- YOUR TASK -
Search the material for lines containing the word "Silva", and copy each one.

== INFORMATION PROVIDED

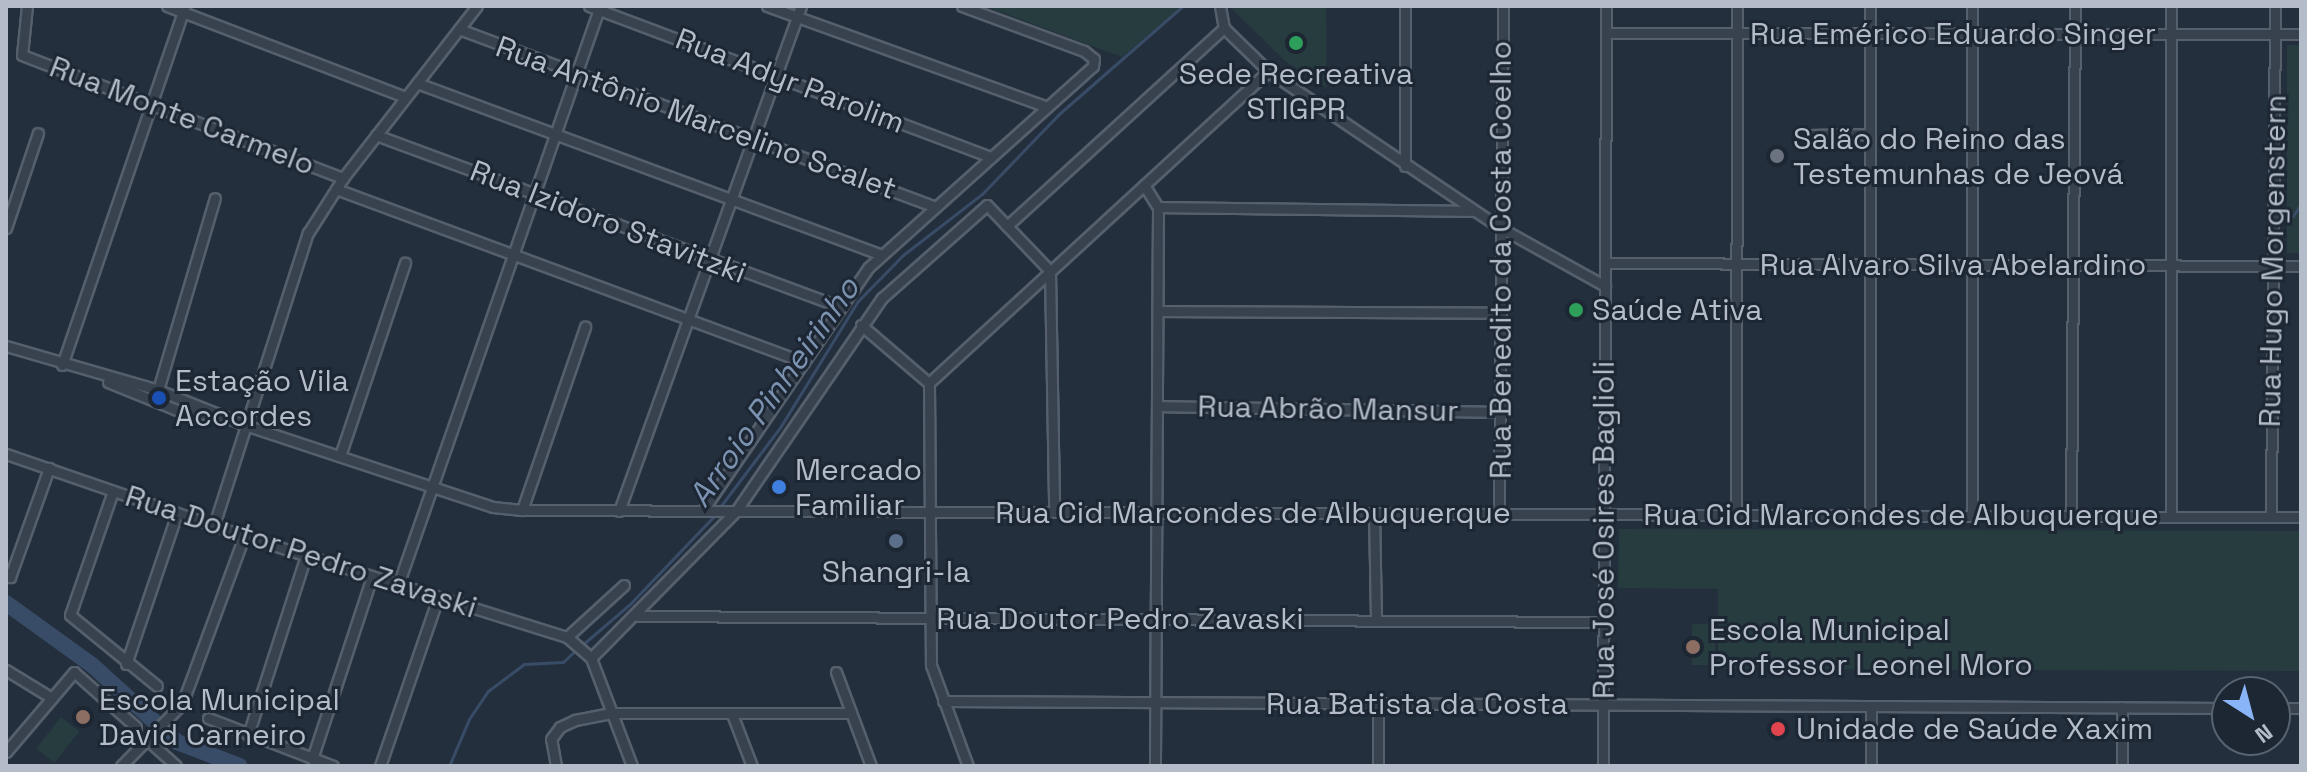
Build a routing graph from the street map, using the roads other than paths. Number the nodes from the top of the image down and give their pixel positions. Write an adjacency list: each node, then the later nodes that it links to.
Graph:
1 (27, 6): 36 (street, Rua Monte Carmelo)
2 (167, 6): 19 (street)
3 (462, 6): 18 (street)
4 (767, 6): 20 (street)
5 (801, 6): 20 (street)
6 (962, 6): 37 (street)
7 (1220, 6): 21 (street)
8 (1405, 6): 45 (street)
9 (1503, 6): 57 (street, Rua Benedito da Costa Coelho)
10 (1606, 6): 23 (street, Rua José Osires Baglioli)
11 (1737, 6): 24 (street)
12 (1870, 6): 25 (street)
13 (1972, 6): 26 (street)
14 (2075, 6): 27 (street)
15 (2171, 6): 28 (street)
16 (2275, 6): 29 (street, Rua Hugo Morgenstern)
17 (596, 7): 32 (street); 33 (street, Rua Adyr Parolim)
18 (476, 8): 22 (street)
19 (184, 9): 35 (street); 36 (street)
20 (797, 18): 33 (street); 37 (street)
21 (1224, 28): 31 (street); 55 (street)
22 (459, 29): 32 (street, Rua Antônio Marcelino Scalet); 34 (street)
23 (1606, 33): 24 (street, Rua Emérico Eduardo Singer); 62 (street, Rua José Osires Baglioli)
24 (1737, 34): 25 (street, Rua Emérico Eduardo Singer); 63 (street)
25 (1870, 34): 26 (street, Rua Emérico Eduardo Singer); 40 (street)
26 (1972, 34): 27 (street, Rua Emérico Eduardo Singer); 65 (street)
27 (2074, 34): 28 (street, Rua Emérico Eduardo Singer); 66 (street)
28 (2171, 34): 29 (street, Rua Emérico Eduardo Singer); 67 (street)
29 (2275, 34): 30 (street, Rua Emérico Eduardo Singer); 68 (street, Rua Hugo Morgenstern)
30 (2301, 34)
31 (1268, 71): 45 (street); 47 (street)
32 (576, 74): 39 (street); 43 (street, Rua Antônio Marcelino Scalet)
33 (775, 75): 43 (street); 44 (street, Rua Adyr Parolim)
34 (417, 83): 35 (street); 39 (street)
35 (405, 97): 41 (street)
36 (151, 105): 46 (street, Rua Monte Carmelo); 80 (street)
37 (1047, 107): 44 (street)
38 (38, 133): 56 (street)
39 (555, 134): 49 (street); 51 (street)
40 (1870, 134): 42 (street); 64 (street)
41 (376, 135): 46 (street); 49 (street, Rua Izidoro Stavitzki)
42 (1812, 135)
43 (752, 138): 51 (street); 52 (street, Rua Antônio Marcelino Scalet)
44 (990, 157): 52 (street)
45 (1405, 166): 54 (street)
46 (343, 178): 48 (street)
47 (1144, 185): 53 (street); 70 (street)
48 (336, 189): 58 (street); 87 (street)
49 (534, 193): 58 (street); 60 (street, Rua Izidoro Stavitzki)
50 (215, 198): 83 (street)
51 (729, 201): 59 (street); 60 (street)
52 (933, 206): 59 (street)
53 (1158, 207): 54 (street); 73 (street)
54 (1474, 211): 57 (street)
55 (1007, 226): 70 (street); 76 (street)
56 (6, 228)
57 (1501, 228): 71 (street); 74 (street, Rua Benedito da Costa Coelho)
58 (512, 255): 75 (street); 91 (street)
59 (881, 255): 72 (street)
60 (707, 260): 72 (street, Rua Izidoro Stavitzki); 75 (street)
61 (405, 263): 89 (street)
62 (1605, 263): 63 (street, Rua Alvaro Silva Abelardino); 71 (street, Rua José Osires Baglioli)
63 (1737, 264): 64 (street, Rua Alvaro Silva Abelardino); 104 (street)
64 (1870, 264): 65 (street, Rua Alvaro Silva Abelardino); 105 (street)
65 (1972, 265): 66 (street, Rua Alvaro Silva Abelardino); 106 (street)
66 (2073, 265): 67 (street, Rua Alvaro Silva Abelardino); 107 (street)
67 (2171, 266): 68 (street, Rua Alvaro Silva Abelardino); 108 (street)
68 (2273, 266): 69 (street, Rua Alvaro Silva Abelardino); 109 (street, Rua Hugo Morgenstern)
69 (2301, 266)
70 (1050, 271): 82 (street); 98 (street)
71 (1605, 286): 103 (street, Rua José Osires Baglioli)
72 (840, 307): 79 (street)
73 (1158, 311): 74 (street); 84 (street)
74 (1500, 313): 85 (street, Rua Benedito da Costa Coelho)
75 (685, 318): 79 (street); 95 (street)
76 (861, 325): 82 (street); 96 (street)
77 (585, 327): 93 (street)
78 (6, 346): 80 (street, Rua Cid Marcondes de Albuquerque)
79 (804, 362): 94 (street)
80 (62, 365): 81 (street, Rua Cid Marcondes de Albuquerque)
81 (92, 375): 83 (street, Rua Cid Marcondes de Albuquerque); 86 (street, Rua Cid Marcondes de Albuquerque)
82 (929, 383): 97 (street)
83 (158, 390): 86 (street, Rua Cid Marcondes de Albuquerque)
84 (1157, 406): 85 (street, Rua Abrão Mansur); 100 (street)
85 (1499, 412): 102 (street, Rua Benedito da Costa Coelho)
86 (219, 416): 87 (street, Rua Cid Marcondes de Albuquerque)
87 (248, 426): 89 (street, Rua Cid Marcondes de Albuquerque); 111 (street)
88 (6, 454): 90 (street, Rua Doutor Pedro Zavaski)
89 (340, 456): 91 (street, Rua Cid Marcondes de Albuquerque)
90 (49, 468): 92 (street, Rua Doutor Pedro Zavaski); 114 (street)
91 (431, 486): 93 (street, Rua Cid Marcondes de Albuquerque); 116 (street)
92 (113, 491): 99 (street, Rua Doutor Pedro Zavaski); 126 (street)
93 (522, 510): 95 (street, Rua Cid Marcondes de Albuquerque)
94 (705, 510): 95 (street, Rua Cid Marcondes de Albuquerque); 96 (street, Rua Cid Marcondes de Albuquerque)
95 (619, 511)
96 (732, 511): 97 (street, Rua Cid Marcondes de Albuquerque); 119 (street)
97 (927, 512): 98 (street, Rua Cid Marcondes de Albuquerque); 120 (street)
98 (1054, 512): 100 (street, Rua Cid Marcondes de Albuquerque)
99 (177, 513): 111 (street, Rua Doutor Pedro Zavaski); 126 (street)
100 (1157, 513): 101 (street, Rua Cid Marcondes de Albuquerque); 121 (street)
101 (1374, 513): 102 (street, Rua Cid Marcondes de Albuquerque); 122 (street)
102 (1499, 514): 103 (street, Rua Cid Marcondes de Albuquerque)
103 (1604, 514): 104 (street, Rua Cid Marcondes de Albuquerque); 123 (street, Rua José Osires Baglioli)
104 (1736, 515): 105 (street, Rua Cid Marcondes de Albuquerque)
105 (1870, 515): 106 (street, Rua Cid Marcondes de Albuquerque)
106 (1972, 515): 107 (street, Rua Cid Marcondes de Albuquerque)
107 (2071, 516): 108 (street, Rua Cid Marcondes de Albuquerque)
108 (2171, 516): 109 (street, Rua Cid Marcondes de Albuquerque)
109 (2271, 517): 110 (street, Rua Cid Marcondes de Albuquerque)
110 (2301, 517)
111 (214, 525): 112 (street, Rua Doutor Pedro Zavaski)
112 (244, 536): 113 (street, Rua Doutor Pedro Zavaski); 147 (street)
113 (306, 555): 115 (street, Rua Doutor Pedro Zavaski); 143 (street)
114 (8, 575)
115 (372, 577): 116 (street, Rua Doutor Pedro Zavaski); 146 (street)
116 (398, 585): 118 (street, Rua Doutor Pedro Zavaski)
117 (624, 585): 124 (street)
118 (438, 598): 124 (street, Rua Doutor Pedro Zavaski); 150 (street)
119 (638, 616): 120 (street, Rua Doutor Pedro Zavaski); 125 (street)
120 (930, 618): 121 (street, Rua Doutor Pedro Zavaski); 131 (street)
121 (1156, 619): 122 (street, Rua Doutor Pedro Zavaski); 132 (street)
122 (1376, 621): 123 (street, Rua Doutor Pedro Zavaski)
123 (1603, 622): 134 (street, Rua José Osires Baglioli)
124 (570, 638): 125 (street, Rua Doutor Pedro Zavaski)
125 (589, 654): 138 (street)
126 (126, 664): 129 (street)
127 (6, 670): 130 (street)
128 (836, 672): 139 (street)
129 (157, 686)
130 (50, 697): 142 (street); 145 (street)
131 (943, 701): 132 (street, Rua Batista da Costa); 155 (street)
132 (1156, 703): 133 (street, Rua Batista da Costa); 156 (street)
133 (1378, 704): 134 (street, Rua Batista da Costa); 157 (street)
134 (1603, 705): 135 (street, Rua Batista da Costa); 158 (street, Rua José Osires Baglioli)
135 (1871, 706): 136 (street, Rua Batista da Costa); 159 (street)
136 (2122, 707): 137 (street, Rua Batista da Costa); 160 (street)
137 (2211, 708)
138 (612, 713): 140 (street); 151 (street); 152 (street)
139 (851, 713): 140 (street); 154 (street)
140 (732, 714): 153 (street)
141 (208, 718): 143 (street)
142 (136, 727)
143 (248, 735): 146 (street)
144 (153, 745): 148 (street)
145 (6, 752)
146 (312, 759): 149 (street)
147 (121, 766)
148 (176, 766)
149 (333, 766)
150 (380, 766)
151 (556, 766)
152 (632, 766)
153 (752, 766)
154 (871, 766)
155 (968, 766)
156 (1155, 766)
157 (1378, 766)
158 (1603, 766)
159 (1871, 766)
160 (2122, 766)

====

- OUTPUT FOR THIS EXERCISE -
62 (1605, 263): 63 (street, Rua Alvaro Silva Abelardino); 71 (street, Rua José Osires Baglioli)
63 (1737, 264): 64 (street, Rua Alvaro Silva Abelardino); 104 (street)
64 (1870, 264): 65 (street, Rua Alvaro Silva Abelardino); 105 (street)
65 (1972, 265): 66 (street, Rua Alvaro Silva Abelardino); 106 (street)
66 (2073, 265): 67 (street, Rua Alvaro Silva Abelardino); 107 (street)
67 (2171, 266): 68 (street, Rua Alvaro Silva Abelardino); 108 (street)
68 (2273, 266): 69 (street, Rua Alvaro Silva Abelardino); 109 (street, Rua Hugo Morgenstern)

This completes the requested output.